### Task brief
Repeat the full listing below verbatim and keep the images out.

### Source material
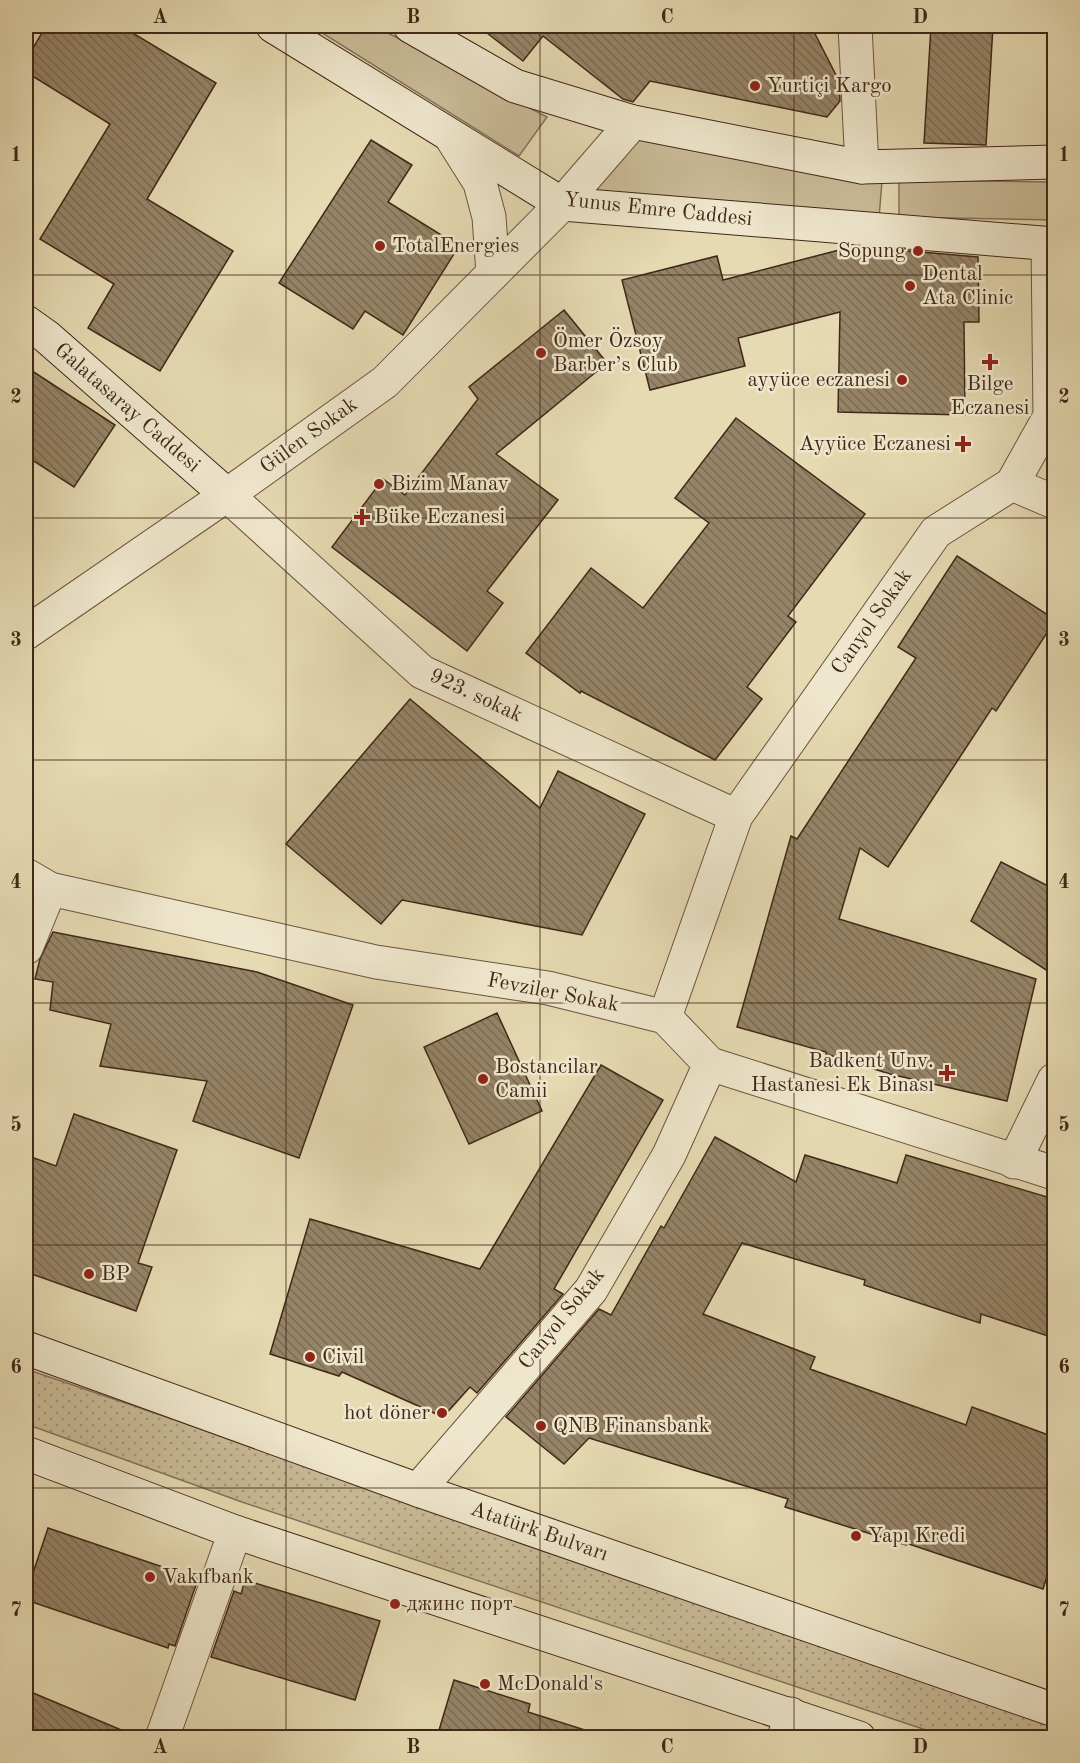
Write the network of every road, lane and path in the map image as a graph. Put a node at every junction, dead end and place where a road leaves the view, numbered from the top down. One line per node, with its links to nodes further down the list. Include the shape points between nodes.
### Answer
1 (273, 26): 5 (street, Yunus Emre Caddesi)
2 (410, 26): 4 (street, via 515,86)
3 (855, 26): 7 (street)
4 (633, 122): 7 (street); 8 (street, Gülen Sokak)
5 (451, 137): 8 (street, Yunus Emre Caddesi); 10 (street, via 480,183 489,217)
6 (1054, 162): 7 (street)
7 (862, 167)
8 (562, 204): 9 (street, Yunus Emre Caddesi); 10 (street, Gülen Sokak)
9 (1051, 244): 12 (street, Canyol Sokak, via 1050,416)
10 (493, 273): 13 (street, Gülen Sokak, via 385,381)
11 (26, 322): 13 (street, Galatasaray Caddesi)
12 (1012, 484): 14 (street); 16 (street, Canyol Sokak, via 936,532)
13 (227, 495): 15 (street, Gülen Sokak); 16 (street, 923. sokak, via 422,672)
14 (1054, 502)
15 (26, 633)
16 (736, 816): 19 (street, Canyol Sokak)
17 (38, 882): 18 (street); 19 (street, Fevziler Sokak, via 376,962 548,988)
18 (26, 948)
19 (665, 1017): 20 (street)
20 (710, 1064): 22 (street); 26 (street, Canyol Sokak, via 669,1155 591,1290)
21 (1054, 1080): 22 (street)
22 (1014, 1162): 23 (street)
23 (1054, 1173)
24 (26, 1348): 26 (street, Atatürk Bulvarı)
25 (26, 1453): 27 (street)
26 (418, 1490): 28 (street, Atatürk Bulvarı)
27 (235, 1532): 29 (street); 30 (street)
28 (1054, 1710)
29 (788, 1726): 31 (street)
30 (162, 1737)
31 (859, 1737)

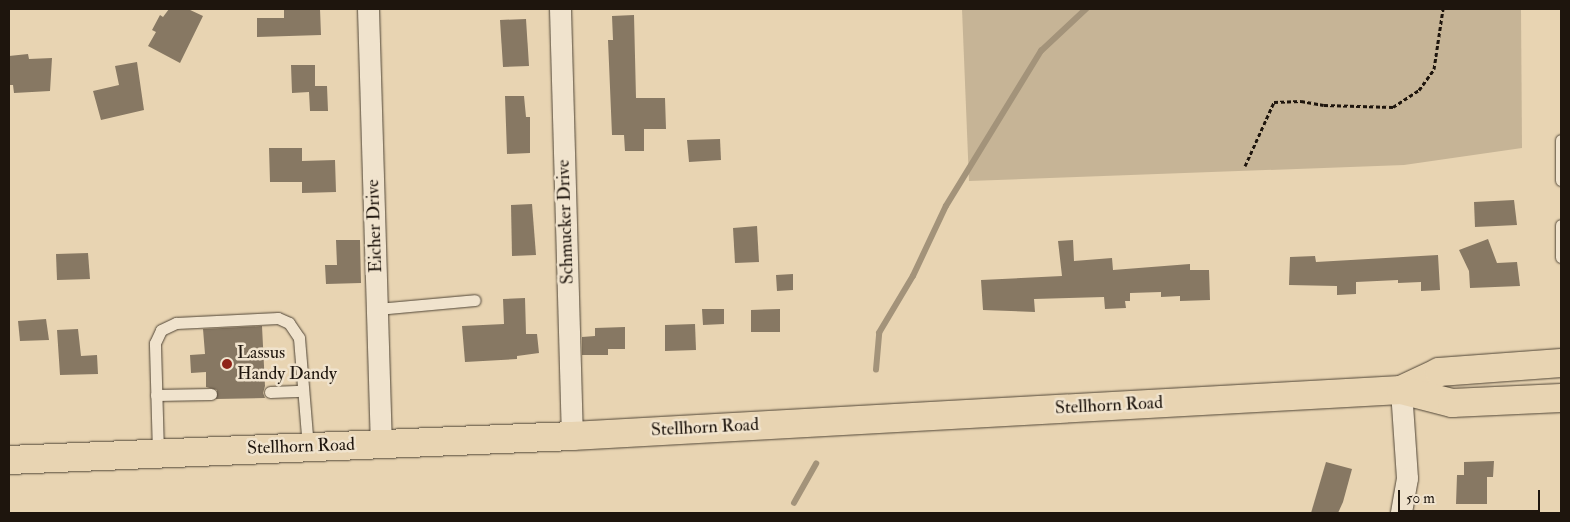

### Exercise output
Write the network of every road, lane and path in the map image as a graph. Put a node at every junction, dead end and place where a road leaves the view, numbered from the top down. One line per node, with its links to nodes further down the list. Include the shape points between nodes.
### Answer
1 (273, 26): 5 (street, Yunus Emre Caddesi)
2 (410, 26): 4 (street, via 515,86)
3 (855, 26): 7 (street)
4 (633, 122): 7 (street); 8 (street, Gülen Sokak)
5 (451, 137): 8 (street, Yunus Emre Caddesi); 10 (street, via 480,183 489,217)
6 (1054, 162): 7 (street)
7 (862, 167)
8 (562, 204): 9 (street, Yunus Emre Caddesi); 10 (street, Gülen Sokak)
9 (1051, 244): 12 (street, Canyol Sokak, via 1050,416)
10 (493, 273): 13 (street, Gülen Sokak, via 385,381)
11 (26, 322): 13 (street, Galatasaray Caddesi)
12 (1012, 484): 14 (street); 16 (street, Canyol Sokak, via 936,532)
13 (227, 495): 15 (street, Gülen Sokak); 16 (street, 923. sokak, via 422,672)
14 (1054, 502)
15 (26, 633)
16 (736, 816): 19 (street, Canyol Sokak)
17 (38, 882): 18 (street); 19 (street, Fevziler Sokak, via 376,962 548,988)
18 (26, 948)
19 (665, 1017): 20 (street)
20 (710, 1064): 22 (street); 26 (street, Canyol Sokak, via 669,1155 591,1290)
21 (1054, 1080): 22 (street)
22 (1014, 1162): 23 (street)
23 (1054, 1173)
24 (26, 1348): 26 (street, Atatürk Bulvarı)
25 (26, 1453): 27 (street)
26 (418, 1490): 28 (street, Atatürk Bulvarı)
27 (235, 1532): 29 (street); 30 (street)
28 (1054, 1710)
29 (788, 1726): 31 (street)
30 (162, 1737)
31 (859, 1737)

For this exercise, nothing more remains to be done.